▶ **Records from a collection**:
= = =

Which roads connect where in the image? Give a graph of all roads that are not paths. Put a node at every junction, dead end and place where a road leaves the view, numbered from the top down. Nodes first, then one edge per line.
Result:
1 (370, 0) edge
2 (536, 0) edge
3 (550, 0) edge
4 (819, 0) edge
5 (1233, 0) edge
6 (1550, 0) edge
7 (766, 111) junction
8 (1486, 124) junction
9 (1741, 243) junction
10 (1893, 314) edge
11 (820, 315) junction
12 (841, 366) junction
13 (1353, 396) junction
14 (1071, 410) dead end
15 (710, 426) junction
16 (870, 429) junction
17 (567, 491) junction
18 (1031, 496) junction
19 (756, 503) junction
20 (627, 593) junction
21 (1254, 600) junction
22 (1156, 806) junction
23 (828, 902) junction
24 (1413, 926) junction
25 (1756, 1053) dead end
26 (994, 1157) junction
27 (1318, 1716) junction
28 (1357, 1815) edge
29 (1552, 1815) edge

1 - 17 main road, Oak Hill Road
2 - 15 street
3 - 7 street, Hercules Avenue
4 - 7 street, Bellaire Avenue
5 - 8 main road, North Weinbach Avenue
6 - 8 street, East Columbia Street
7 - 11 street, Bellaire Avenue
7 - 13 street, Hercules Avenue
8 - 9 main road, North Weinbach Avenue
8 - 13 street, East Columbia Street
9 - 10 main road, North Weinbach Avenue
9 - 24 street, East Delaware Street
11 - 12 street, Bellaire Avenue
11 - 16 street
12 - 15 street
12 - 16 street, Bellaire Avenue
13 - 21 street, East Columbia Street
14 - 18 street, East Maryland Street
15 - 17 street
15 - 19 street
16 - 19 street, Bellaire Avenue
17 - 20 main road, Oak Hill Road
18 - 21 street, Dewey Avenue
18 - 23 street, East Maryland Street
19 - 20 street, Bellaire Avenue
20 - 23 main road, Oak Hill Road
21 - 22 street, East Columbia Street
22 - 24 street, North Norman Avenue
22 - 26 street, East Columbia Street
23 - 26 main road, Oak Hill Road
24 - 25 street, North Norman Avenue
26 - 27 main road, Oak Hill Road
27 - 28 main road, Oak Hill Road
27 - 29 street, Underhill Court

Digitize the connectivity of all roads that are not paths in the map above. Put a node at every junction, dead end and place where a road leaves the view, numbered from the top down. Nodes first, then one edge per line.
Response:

= = =

Could you restate all of the lines above without altering a single word?

▶ **Written solution**:
Which roads connect where in the image? Give a graph of all roads that are not paths. Put a node at every junction, dead end and place where a road leaves the view, numbered from the top down. Nodes first, then one edge per line.
Result:
1 (370, 0) edge
2 (536, 0) edge
3 (550, 0) edge
4 (819, 0) edge
5 (1233, 0) edge
6 (1550, 0) edge
7 (766, 111) junction
8 (1486, 124) junction
9 (1741, 243) junction
10 (1893, 314) edge
11 (820, 315) junction
12 (841, 366) junction
13 (1353, 396) junction
14 (1071, 410) dead end
15 (710, 426) junction
16 (870, 429) junction
17 (567, 491) junction
18 (1031, 496) junction
19 (756, 503) junction
20 (627, 593) junction
21 (1254, 600) junction
22 (1156, 806) junction
23 (828, 902) junction
24 (1413, 926) junction
25 (1756, 1053) dead end
26 (994, 1157) junction
27 (1318, 1716) junction
28 (1357, 1815) edge
29 (1552, 1815) edge

1 - 17 main road, Oak Hill Road
2 - 15 street
3 - 7 street, Hercules Avenue
4 - 7 street, Bellaire Avenue
5 - 8 main road, North Weinbach Avenue
6 - 8 street, East Columbia Street
7 - 11 street, Bellaire Avenue
7 - 13 street, Hercules Avenue
8 - 9 main road, North Weinbach Avenue
8 - 13 street, East Columbia Street
9 - 10 main road, North Weinbach Avenue
9 - 24 street, East Delaware Street
11 - 12 street, Bellaire Avenue
11 - 16 street
12 - 15 street
12 - 16 street, Bellaire Avenue
13 - 21 street, East Columbia Street
14 - 18 street, East Maryland Street
15 - 17 street
15 - 19 street
16 - 19 street, Bellaire Avenue
17 - 20 main road, Oak Hill Road
18 - 21 street, Dewey Avenue
18 - 23 street, East Maryland Street
19 - 20 street, Bellaire Avenue
20 - 23 main road, Oak Hill Road
21 - 22 street, East Columbia Street
22 - 24 street, North Norman Avenue
22 - 26 street, East Columbia Street
23 - 26 main road, Oak Hill Road
24 - 25 street, North Norman Avenue
26 - 27 main road, Oak Hill Road
27 - 28 main road, Oak Hill Road
27 - 29 street, Underhill Court

Digitize the connectivity of all roads that are not paths in the map above. Put a node at every junction, dead end and place where a road leaves the view, numbered from the top down. Nodes first, then one edge per line.
Response:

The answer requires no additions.